Behind the scenes, Godard was forced to compromise by producers who may have been directly parodied by the caricature of Jeremy Prokosch. The rough cut did not present the quantity of Bardot flesh that they were expecting. As a result, Godard agreed to shoot a sequence at the beginning of the film which depicts the husband and wife in bed, the only time the relationship will be seen at a tranquil, happy stage. Bardot lies with her behind exposed, and the camera seems to caress her repeatedly while Godard satisfies his avant-garde impulse by exchanging different lenses, as though to show the different moods that can be evoked within a scene. While the scene jarringly interrupts what could have been a very smooth transition from the opening credits (Francesca, the assistant, walking down an Italian street while a film crew shoots her) to the first significant meeting with Jeremy Prokosch (on the same streets, as Francesca turns a corner and introduces them)--it does seem necessary to see the lovers at rest before their relationship begins to decay over the next two hours. Without this scene, Georges Delerue's despairing score would have no context. And about that score: though this is his "mainstream" film, Godard again satisfies that avant-garde impulse, and plugs the score in repeatedly, and at seemingly inappropriate scenes, to demonstrate how the score alters the mood, impact, and meaning in what might otherwise be banal. In a drawn-out scene in which the lovers nap, read, bathe and dress while talking (seemingly a Godard motif ever since Breathless), a point comes when Bardot is simply crossing a room and the score lifts, a propos of nothing, and then vanishes when she reaches the other end of the room. If you are moved by the stirring score, then why? Nothing happened. Yet several times during the film, Delerue's score is exceptionally moving, and adds the necessary weight, such as when it repeatedly regards Bardot's face as her husband lets her leave alone with Jeremy. Paul addresses the moment on the level of the banal: it's okay, he's the producer, what could happen, you're an adult, see you in the afternoon, etc. She witnesses it on the level of the tragic, and level with Delerue's score.
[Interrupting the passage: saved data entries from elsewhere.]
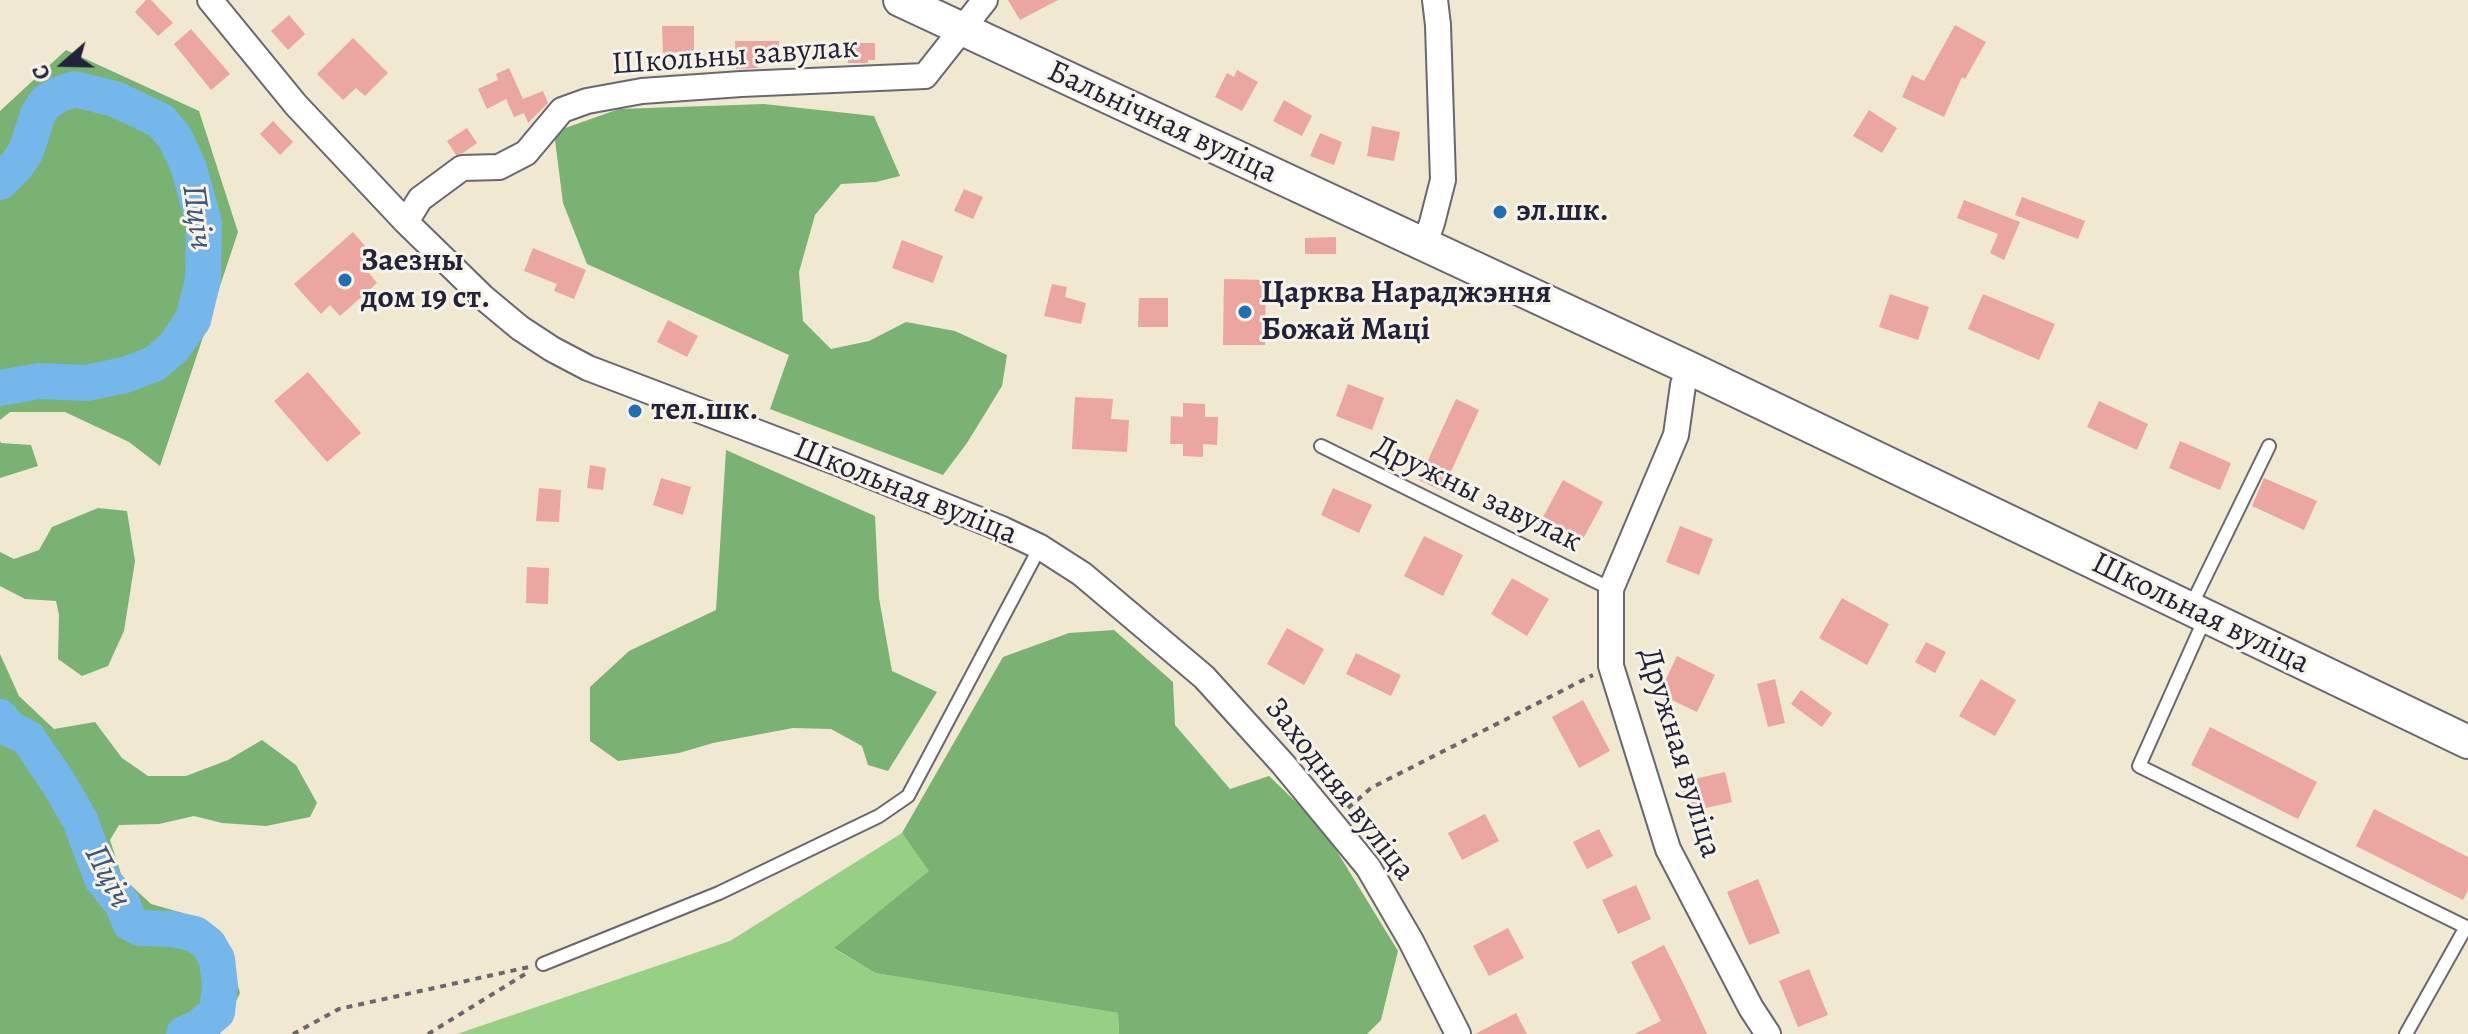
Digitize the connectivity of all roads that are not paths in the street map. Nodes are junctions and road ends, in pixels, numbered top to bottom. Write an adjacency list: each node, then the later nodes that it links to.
1 (210, 0): 6 (street, Школьная вуліца)
2 (900, 0): 5 (street, Бальнічная вуліца)
3 (985, 0): 5 (street, Школьны завулак)
4 (1435, 0): 7 (street)
5 (961, 29): 6 (street, Школьны завулак); 7 (street, Бальнічная вуліца)
6 (406, 222): 12 (street, Школьная вуліца)
7 (1424, 246): 8 (street, Бальнічная вуліца)
8 (1689, 368): 9 (street, Бальнічная вуліца); 13 (street, Дружная вуліца)
9 (1733, 389): 14 (street, Школьная вуліца)
10 (1321, 446): 13 (lane, Дружны завулак)
11 (2269, 446): 14 (lane)
12 (1040, 547): 15 (street, Школьная вуліца); 18 (lane)
13 (1611, 589): 20 (street, Дружная вуліца)
14 (2198, 612): 16 (street, Школьная вуліца); 17 (lane)
15 (1200, 673): 19 (street, Заходняя вуліца)
16 (2468, 742)
17 (2467, 927): 21 (lane)
18 (543, 964)
19 (1458, 1034)
20 (1768, 1034)
21 (2406, 1034)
The final scene, when Paul climbs the stairs--which call to mind the stairway to heaven in Powell & Pressburger's A Matter of Life and Death--to the top of a villa where Fritz Lang is shooting Ulysses against the backdrop of a wide, blue sea, and Lang (or someone) shouts "Silencio!", is one of very favorite final shots in a motion picture.
After Contempt two early short films were screened. Operation "beton" was Godard's first film, an industrial short made to prove to financiers that he was a competent filmmaker. It's a dry depiction of the construction of the Grand Dixence dam in Switzerland. While mildly interesting (in particular I was struck at how young the workers were, and how dangerous the work), it would be naive to try to cherry-pick Godardian themes from the 17-minute film. Une histoire d'eau ("History of Water"), on the other hand, is delightful. Francois Truffaut shot two actors fleeing a flooded village for Paris, and Godard was given free reign to write his own narration. He has the actress lecturing on all manner of topics, from referencing Raymond Chandler to the comment that sound is more important than image! The print the Cinematheque received, from the French Ministry of Foreign Affairs, had no subtitles, so the organizers ripped the subtitle track from a Korean DVD of the film and projected it overlapping the French print. Similarly, last year several of the prints in the F.W. Murnau series had no English translations to the intertitles, so one of the professors would read a translation aloud to each. This is why I love the Cinematheque.